In many ways, Thomas’s doubt was quite reasonable. And, to be sure, there are many good reasons to qualify one’s hope in church officials such as the pope. For one, far too many people invest all their hope for the Church in these men, equating the Church with its hierarchy and overlooking the loving, awe-inspiring work of Catholics living out all sorts of vocations throughout the world. Furthermore, these guys are not God, but sinful creatures like the rest of us. Sin is a reality that does impede our ability to actualize the Christian life to the fullest and freest degree imaginable. We shouldn’t place an unqualified hope in anyone.
Still, Christian life is about courageous hope and love, not enduring cynicism. I am saddened that my response to the witness of charity and humility that I see in Pope Francis is so deeply tainted by cynicism. For, is not the goodness of creation at the heart of the Christian message? Have I not let my fear of disappointment from church leadership prevent me from anticipating the goodness of this man, and so many other Church leaders for that matter? It seems that my doubt in the enduring work of the Holy Spirit has inhibited my ability to believe what I see right before my eyes—moments when the Christian message really comes to life.

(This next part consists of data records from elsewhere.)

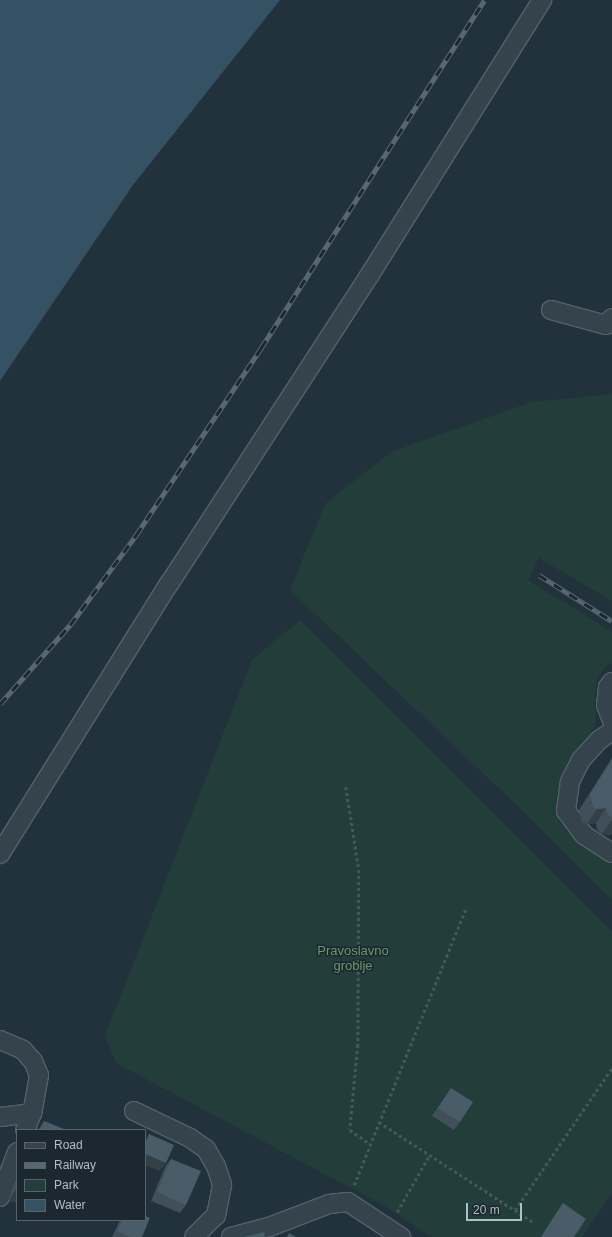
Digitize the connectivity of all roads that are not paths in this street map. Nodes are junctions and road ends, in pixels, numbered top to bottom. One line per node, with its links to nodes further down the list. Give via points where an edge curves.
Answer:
1 (542, 0): 8 (street)
2 (551, 310): 3 (street, via 606,325)
3 (612, 318)
4 (612, 682): 5 (street, via 608,687 606,705)
5 (612, 721)
6 (612, 731): 7 (street, via 599,740 581,760 570,782 566,811 584,835)
7 (612, 853)
8 (0, 854)
9 (0, 1040): 11 (street, via 23,1050 33,1061 39,1075)
10 (134, 1112): 17 (street, via 206,1148 216,1166 222,1185 216,1215)
11 (32, 1113): 12 (street); 13 (street)
12 (0, 1117)
13 (26, 1129)
14 (16, 1155): 15 (street)
15 (0, 1197)
16 (394, 1233): 18 (street, via 348,1202 329,1204 269,1227)
17 (194, 1237)
18 (231, 1237)

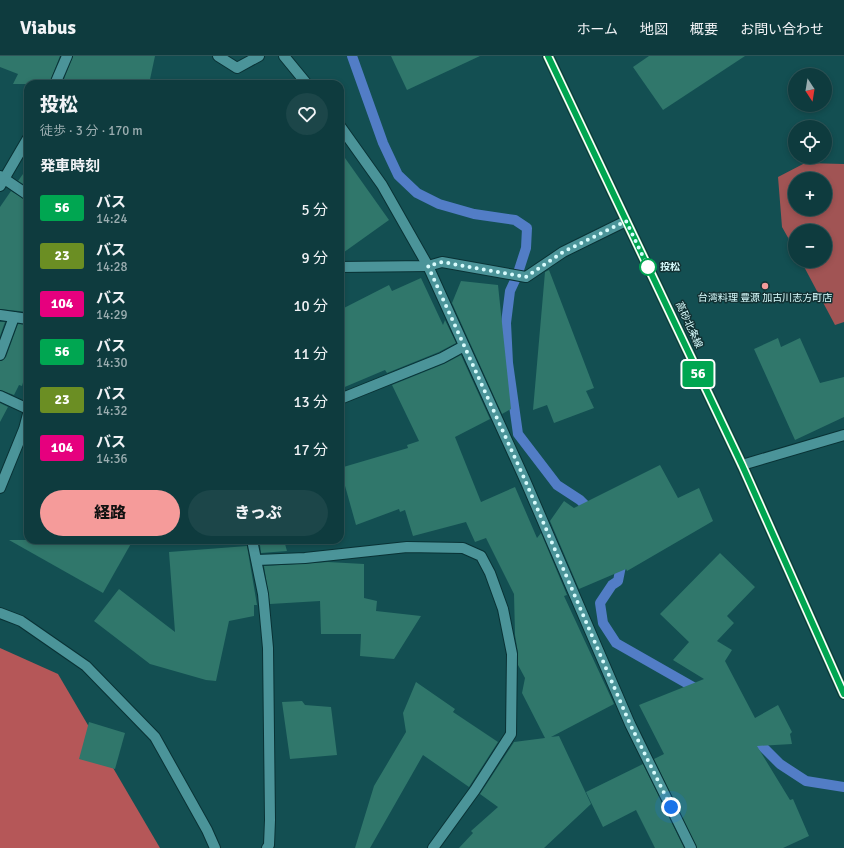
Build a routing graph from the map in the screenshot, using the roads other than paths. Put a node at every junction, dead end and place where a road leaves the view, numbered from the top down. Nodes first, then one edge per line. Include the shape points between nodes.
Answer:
1 (67, 56) edge
2 (218, 56) edge
3 (259, 56) edge
4 (284, 56) edge
5 (548, 56) edge
6 (57, 80) edge
7 (303, 80) edge
8 (344, 132) edge
9 (24, 144) edge
10 (1, 180) edge
11 (24, 193) edge
12 (626, 221) junction
13 (428, 266) junction
14 (344, 267) edge
15 (0, 314) edge
16 (14, 317) junction
17 (24, 318) edge
18 (464, 346) junction
19 (0, 355) edge
20 (0, 396) edge
21 (344, 397) edge
22 (24, 406) edge
23 (24, 429) edge
24 (844, 435) edge
25 (742, 465) junction
26 (0, 488) edge
27 (253, 544) edge
28 (257, 560) junction
29 (0, 613) edge
30 (844, 694) edge
31 (216, 848) edge
32 (267, 848) edge
33 (433, 848) edge
34 (691, 848) edge

1 - 6 street
2 - 3 street via 237,68
4 - 7 street
5 - 12 main road, 高砂北条線
8 - 13 street via 382,185
9 - 10 street
10 - 11 street
12 - 13 street via 563,252 526,277 442,262
12 - 25 main road, 高砂北条線
13 - 14 street
13 - 18 street
15 - 16 street
16 - 17 street
16 - 19 street
18 - 21 street via 442,358
18 - 34 street via 630,724
20 - 22 street
23 - 26 street
24 - 25 street
25 - 30 main road, 高砂北条線
27 - 28 street
28 - 32 street via 268,648 270,820
28 - 33 street via 305,558 406,547 463,548 481,556 490,572 503,609 512,654 510,734 475,790
29 - 31 street via 21,621 86,666 155,738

While most of us recognize the disciple Thomas as “Doubting Thomas,” I read recently that there is also a tradition of referring to him as “Believing Thomas.” It wasn’t until this week that I marveled so much at the belief he proclaimed after placing his hands in Jesus’s wounds. Thomas doubted—yes, for good reason—but when he recognized Jesus before him he surrendered his doubt—and so humbly. I pray that when we are confronted with the image of Christ before us—be in a pope or stranger or a beloved friend—we too will surrender our doubt, our cynicism, our guards in order to believe in the goodness of the other. “We have to put our hearts out,” commented Catholic blogger Fran Rossi Szpylczyn in her recent reflection on the Pope and her own hesitation to hope for this new papacy. “We have to take the risk. That is what faith and belief demand from us.” That is what faith and belief demand from us—that we all may be a bit more like Believing Thomas.